**Work item:**
Leaving the pictures aside, reproduce the data in full and word for word.

**Excerpted data:**

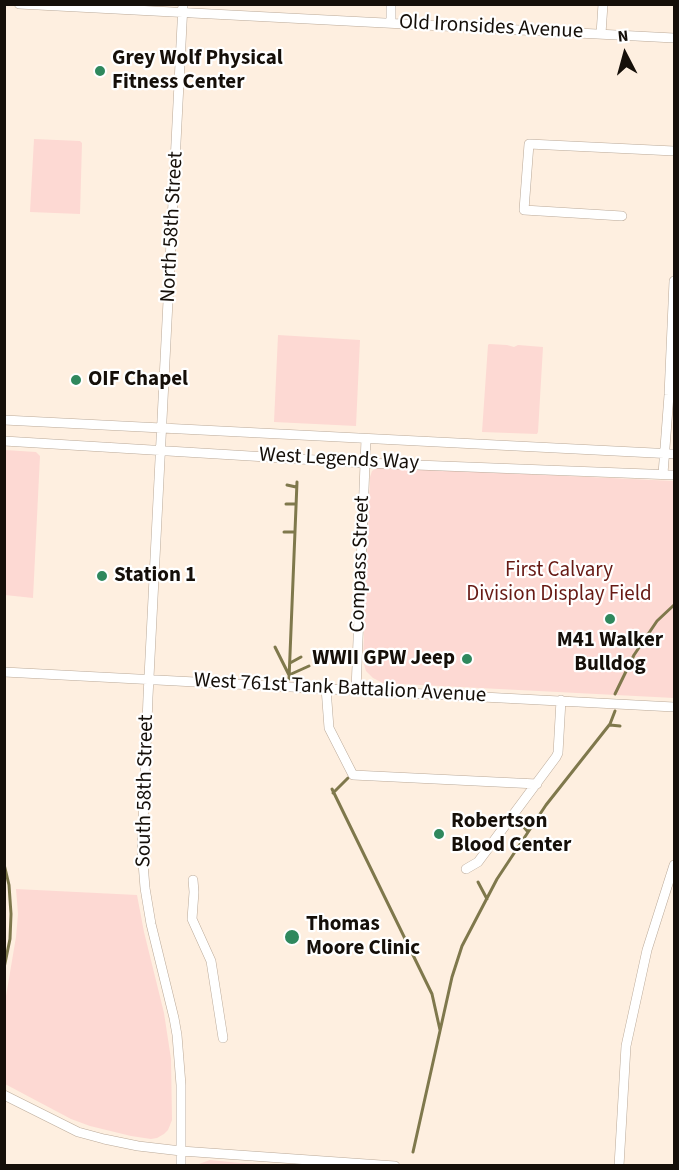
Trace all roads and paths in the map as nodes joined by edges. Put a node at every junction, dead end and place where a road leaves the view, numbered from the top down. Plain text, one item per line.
1 (19, 4) edge
2 (392, 4) edge
3 (603, 4) edge
4 (183, 9) edge
5 (390, 23) junction
6 (601, 34) junction
7 (675, 38) edge
8 (675, 151) edge
9 (622, 216) dead end
10 (675, 281) edge
11 (4, 420) edge
12 (162, 428) junction
13 (366, 439) junction
14 (4, 441) edge
15 (161, 449) junction
16 (670, 454) edge
17 (365, 462) junction
18 (663, 474) junction
19 (675, 475) edge
20 (4, 672) edge
21 (149, 680) junction
22 (326, 688) junction
23 (356, 690) junction
24 (561, 700) junction
25 (675, 707) edge
26 (537, 784) junction
27 (675, 865) edge
28 (466, 869) dead end
29 (193, 880) dead end
30 (223, 1038) dead end
31 (4, 1095) edge
32 (182, 1151) junction
33 (181, 1166) edge
34 (395, 1166) edge
35 (619, 1166) edge

1 - 4 street, Old Ironsides Avenue
2 - 5 street
3 - 6 street
4 - 5 street, Old Ironsides Avenue
4 - 12 street, North 58th Street
5 - 6 street, Old Ironsides Avenue
6 - 7 street, Old Ironsides Avenue
8 - 9 street
10 - 16 street
11 - 12 street, West Legends Way
12 - 13 street, West Legends Way
12 - 15 street, North 58th Street
13 - 16 street, West Legends Way
13 - 17 street, Compass Street
14 - 15 street, West Legends Way
15 - 17 street, West Legends Way
15 - 21 street, South 58th Street
16 - 18 street
17 - 18 street, West Legends Way
17 - 23 street, Compass Street
18 - 19 street, West Legends Way
20 - 21 street, West 761st Tank Battalion Avenue
21 - 22 street, West 761st Tank Battalion Avenue
21 - 32 street, South 58th Street
22 - 23 street, West 761st Tank Battalion Avenue
22 - 26 street
23 - 24 street, West 761st Tank Battalion Avenue
24 - 25 street, West 761st Tank Battalion Avenue
24 - 26 street
26 - 28 street
27 - 35 street
29 - 30 street
31 - 32 street
32 - 33 street, South 58th Street
32 - 34 street

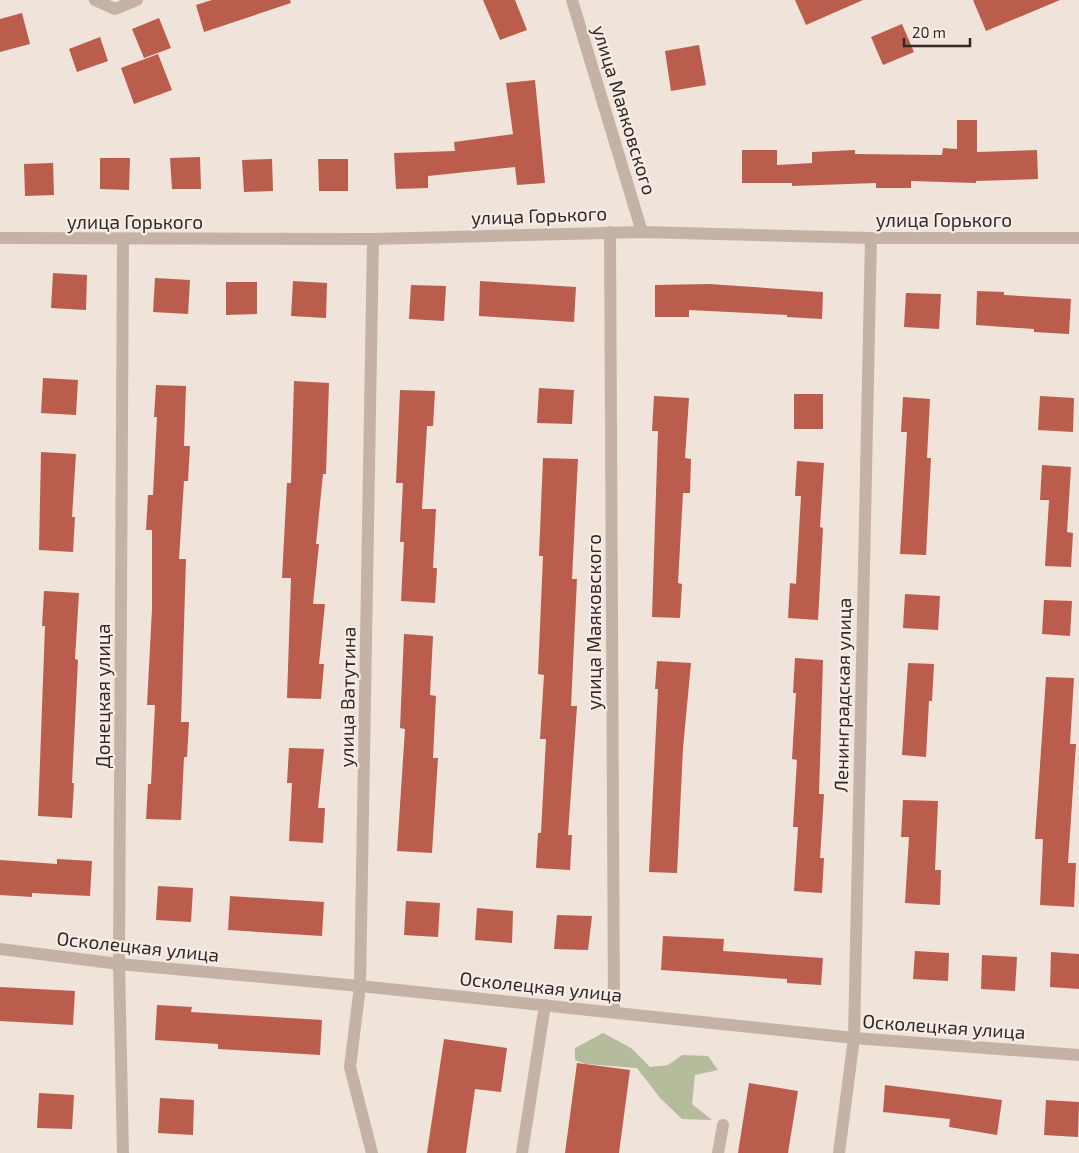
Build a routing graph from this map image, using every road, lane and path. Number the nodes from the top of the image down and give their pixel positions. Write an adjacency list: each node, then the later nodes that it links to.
1 (95, 0): 2 (street)
2 (137, 0)
3 (572, 0): 5 (street, улица Маяковского)
4 (610, 232): 5 (street, улица Горького); 9 (street, улица Горького); 15 (street, улица Маяковского)
5 (642, 232): 7 (street, улица Горького)
6 (0, 238): 10 (street, улица Горького)
7 (871, 238): 8 (street, улица Горького); 16 (street, Ленинградская улица)
8 (1079, 238)
9 (374, 239): 10 (street, улица Горького); 13 (street, улица Ватутина)
10 (123, 240): 12 (street, Донецкая улица)
11 (0, 949): 12 (street, Осколецкая улица)
12 (119, 964): 13 (street, Осколецкая улица); 19 (street, Донецкая улица)
13 (360, 986): 14 (street, Осколецкая улица); 20 (street, улица Ватутина)
14 (545, 1005): 15 (street, Осколецкая улица); 21 (street)
15 (614, 1012): 16 (street, Осколецкая улица)
16 (854, 1038): 17 (street, Осколецкая улица); 23 (street, Ленинградская улица)
17 (1079, 1055)
18 (723, 1125): 22 (street)
19 (123, 1153)
20 (372, 1153)
21 (522, 1153)
22 (718, 1153)
23 (839, 1153)

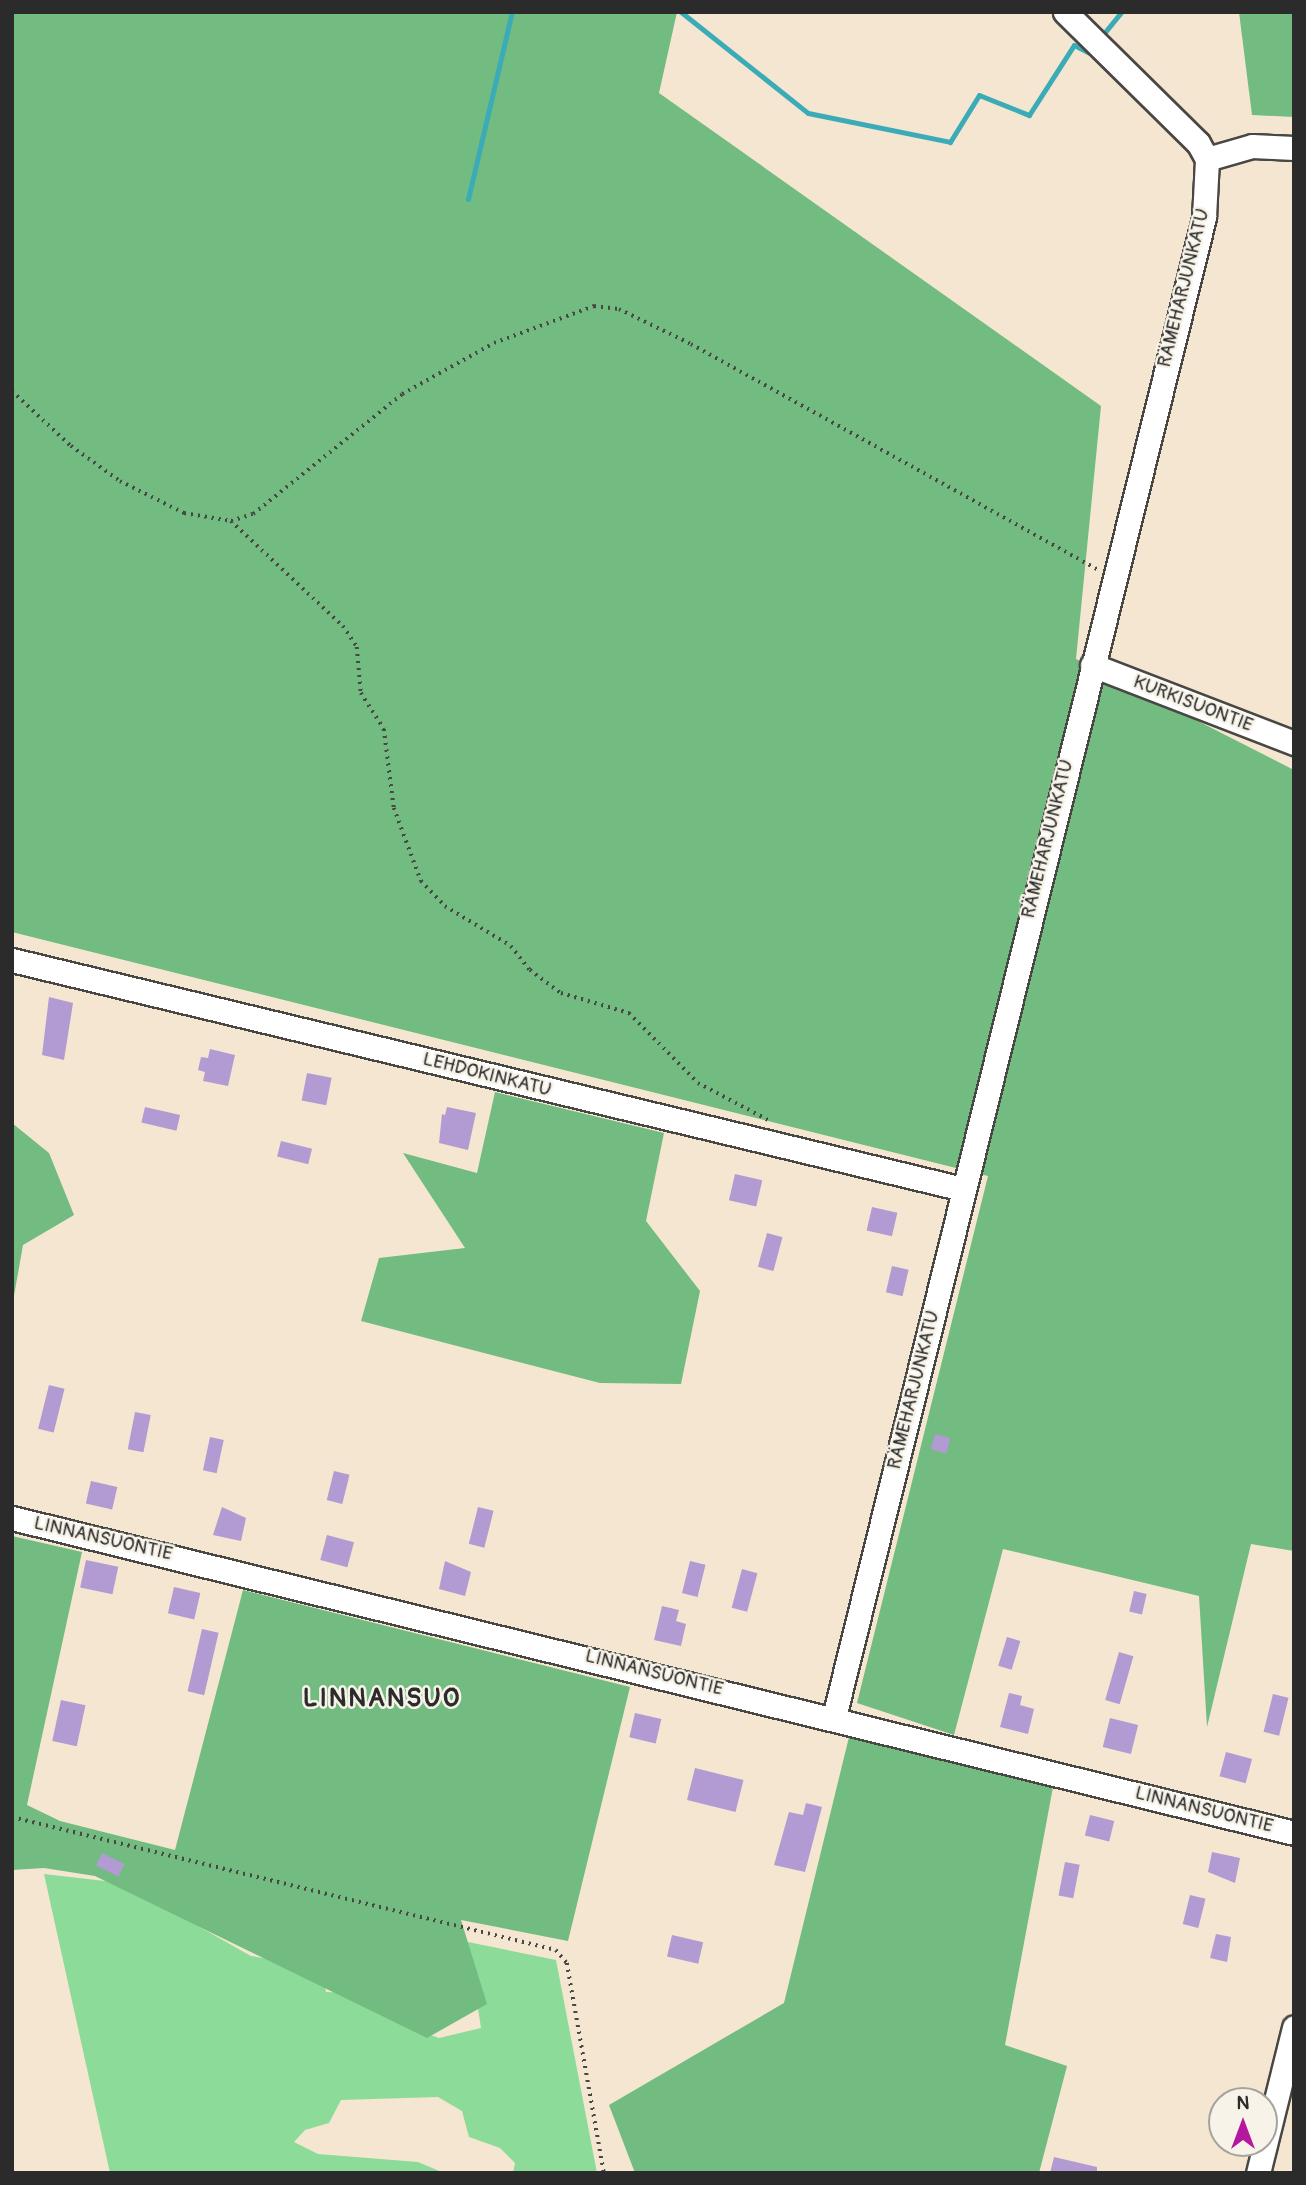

**Finished exercise:**
Trace all roads and paths in the map as nodes joined by edges. Put a node at every junction, dead end and place where a road leaves the view, numbered from the top down. Plain text, one item per line.
1 (19, 4) edge
2 (392, 4) edge
3 (603, 4) edge
4 (183, 9) edge
5 (390, 23) junction
6 (601, 34) junction
7 (675, 38) edge
8 (675, 151) edge
9 (622, 216) dead end
10 (675, 281) edge
11 (4, 420) edge
12 (162, 428) junction
13 (366, 439) junction
14 (4, 441) edge
15 (161, 449) junction
16 (670, 454) edge
17 (365, 462) junction
18 (663, 474) junction
19 (675, 475) edge
20 (4, 672) edge
21 (149, 680) junction
22 (326, 688) junction
23 (356, 690) junction
24 (561, 700) junction
25 (675, 707) edge
26 (537, 784) junction
27 (675, 865) edge
28 (466, 869) dead end
29 (193, 880) dead end
30 (223, 1038) dead end
31 (4, 1095) edge
32 (182, 1151) junction
33 (181, 1166) edge
34 (395, 1166) edge
35 (619, 1166) edge

1 - 4 street, Old Ironsides Avenue
2 - 5 street
3 - 6 street
4 - 5 street, Old Ironsides Avenue
4 - 12 street, North 58th Street
5 - 6 street, Old Ironsides Avenue
6 - 7 street, Old Ironsides Avenue
8 - 9 street
10 - 16 street
11 - 12 street, West Legends Way
12 - 13 street, West Legends Way
12 - 15 street, North 58th Street
13 - 16 street, West Legends Way
13 - 17 street, Compass Street
14 - 15 street, West Legends Way
15 - 17 street, West Legends Way
15 - 21 street, South 58th Street
16 - 18 street
17 - 18 street, West Legends Way
17 - 23 street, Compass Street
18 - 19 street, West Legends Way
20 - 21 street, West 761st Tank Battalion Avenue
21 - 22 street, West 761st Tank Battalion Avenue
21 - 32 street, South 58th Street
22 - 23 street, West 761st Tank Battalion Avenue
22 - 26 street
23 - 24 street, West 761st Tank Battalion Avenue
24 - 25 street, West 761st Tank Battalion Avenue
24 - 26 street
26 - 28 street
27 - 35 street
29 - 30 street
31 - 32 street
32 - 33 street, South 58th Street
32 - 34 street

Build a routing graph from this map image, using every road, lane and path. Number the nodes from the top of the image down and give their pixel positions. Write an adjacency list: each node, then the later nodes that it links to.
1 (95, 0): 2 (street)
2 (137, 0)
3 (572, 0): 5 (street, улица Маяковского)
4 (610, 232): 5 (street, улица Горького); 9 (street, улица Горького); 15 (street, улица Маяковского)
5 (642, 232): 7 (street, улица Горького)
6 (0, 238): 10 (street, улица Горького)
7 (871, 238): 8 (street, улица Горького); 16 (street, Ленинградская улица)
8 (1079, 238)
9 (374, 239): 10 (street, улица Горького); 13 (street, улица Ватутина)
10 (123, 240): 12 (street, Донецкая улица)
11 (0, 949): 12 (street, Осколецкая улица)
12 (119, 964): 13 (street, Осколецкая улица); 19 (street, Донецкая улица)
13 (360, 986): 14 (street, Осколецкая улица); 20 (street, улица Ватутина)
14 (545, 1005): 15 (street, Осколецкая улица); 21 (street)
15 (614, 1012): 16 (street, Осколецкая улица)
16 (854, 1038): 17 (street, Осколецкая улица); 23 (street, Ленинградская улица)
17 (1079, 1055)
18 (723, 1125): 22 (street)
19 (123, 1153)
20 (372, 1153)
21 (522, 1153)
22 (718, 1153)
23 (839, 1153)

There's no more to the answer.